Towards a type 2 diabetes precision diagnosis approach with glycated haemoglobin (HbA1c) measurement

Diabetes diagnosis is crucial to ensure appropriate treatment reduces the risks of life threatening complications associated with raised blood glucose. Since 2011, the measurement of glycated haemoglobin (HbA1c) has become the routine test used to diagnose type 2 diabetes (T2D) in the UK, and most of the world. HbA1c reflects glycaemia in the preceding 8 -12 weeks for any specific individual. However, our and others' work shows HbA1c is also altered between individuals by non-glycaemic factors such as genetic variants, ancestry and age.
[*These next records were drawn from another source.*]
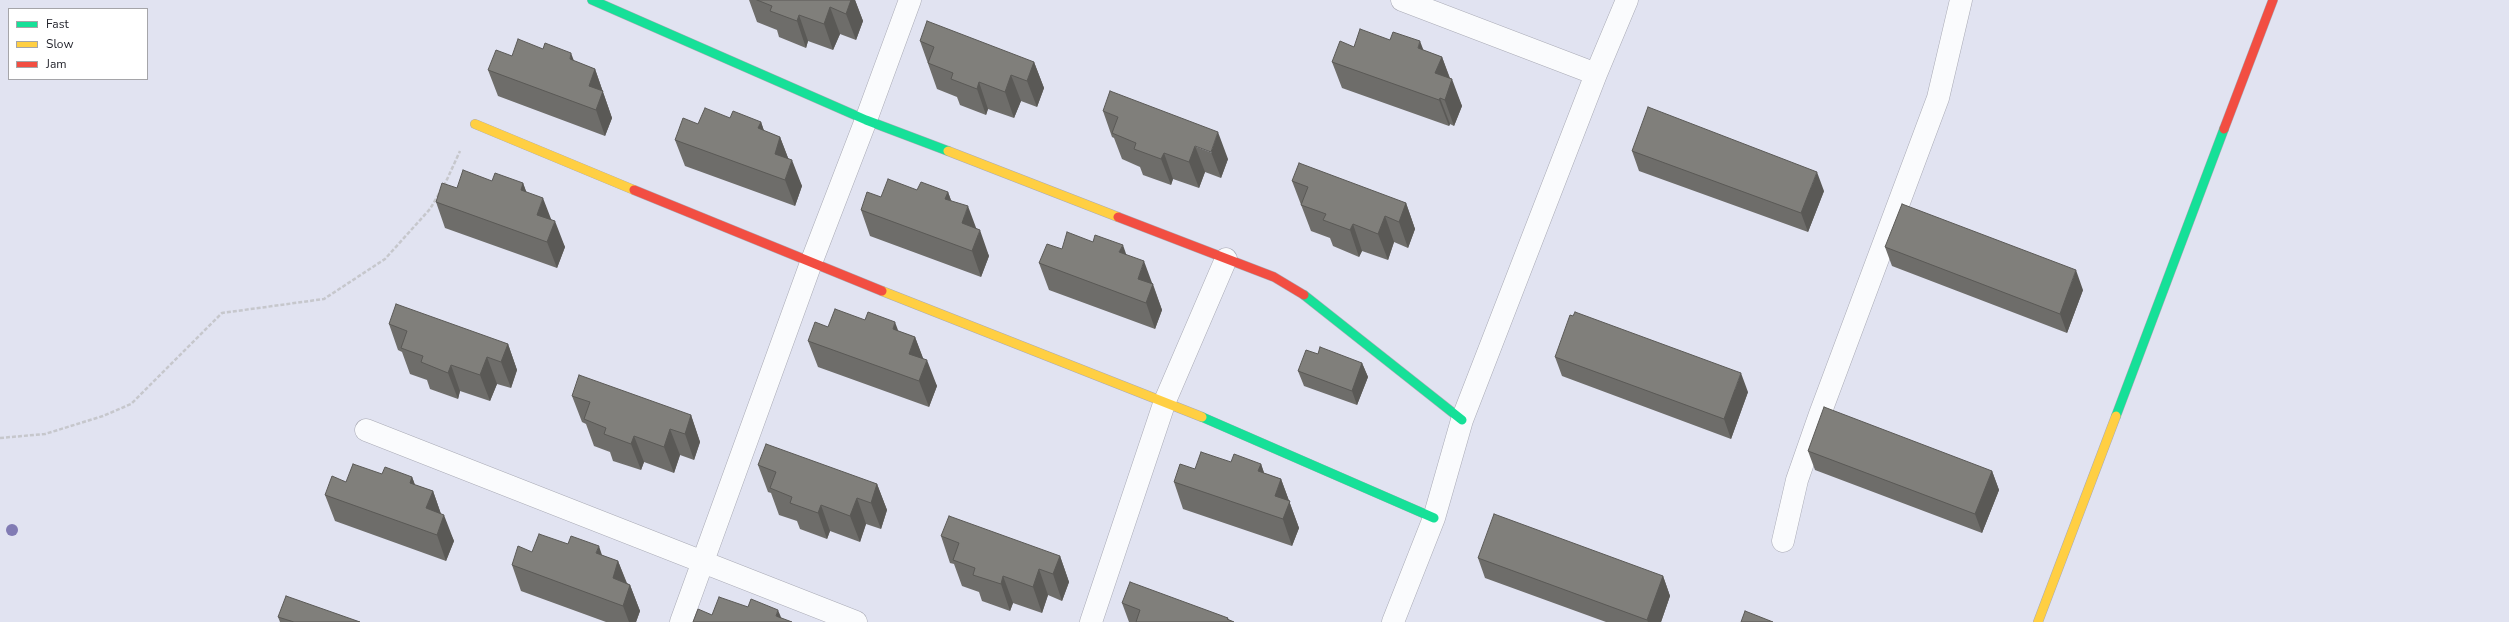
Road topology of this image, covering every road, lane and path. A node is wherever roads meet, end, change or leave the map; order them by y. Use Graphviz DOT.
graph roads {
  1 [pos="592,0"];
  2 [pos="910,0"];
  3 [pos="1402,0"];
  4 [pos="1627,0"];
  5 [pos="1961,0"];
  6 [pos="2273,0"];
  7 [pos="1596,74"];
  8 [pos="866,120"];
  9 [pos="476,124"];
  10 [pos="1226,260"];
  11 [pos="811,263"];
  12 [pos="1165,401"];
  13 [pos="1462,420"];
  14 [pos="366,430"];
  15 [pos="0,438"];
  16 [pos="1434,518"];
  17 [pos="1783,541"];
  18 [pos="702,564"];
  19 [pos="680,622"];
  20 [pos="856,622"];
  21 [pos="1091,622"];
  22 [pos="1393,622"];
  23 [pos="2038,622"];
  1 -- 8 [label="street"];
  2 -- 8 [label="street"];
  3 -- 7 [label="street"];
  4 -- 7 [label="street"];
  5 -- 17 [label="street"];
  6 -- 23 [label="street"];
  7 -- 13 [label="street"];
  8 -- 10 [label="street"];
  8 -- 11 [label="street"];
  9 -- 11 [label="street"];
  9 -- 15 [label="path"];
  10 -- 12 [label="street"];
  10 -- 13 [label="street"];
  11 -- 12 [label="street"];
  11 -- 18 [label="street"];
  12 -- 16 [label="street"];
  12 -- 21 [label="street"];
  13 -- 16 [label="street"];
  14 -- 18 [label="street"];
  16 -- 22 [label="street"];
  18 -- 19 [label="street"];
  18 -- 20 [label="street"];
}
This means that the current use of a single diagnostic threshold for T2D will result in both over- and under-diagnosis, especially in UK minorities and older individuals, potentially increasing health disparities. Our goal is to better understand the non-glycaemic factors altering HbA1c so when it is used for T2D diagnosis it reflects a consistent level of glycaemia. We will identify genetic variants altering HbA1c in diverse populations; conduct participant physiological and longitudinal studies to assess T2D diagnosis and progression to complications; and develop diagnostic models leveraging additional clinical and genetic information, so that diagnosis reflects consistent underlying glycaemia. This will allow us to develop a precision diagnosis approach to define T2D diagnosis based on individualised HbA1c thresholds.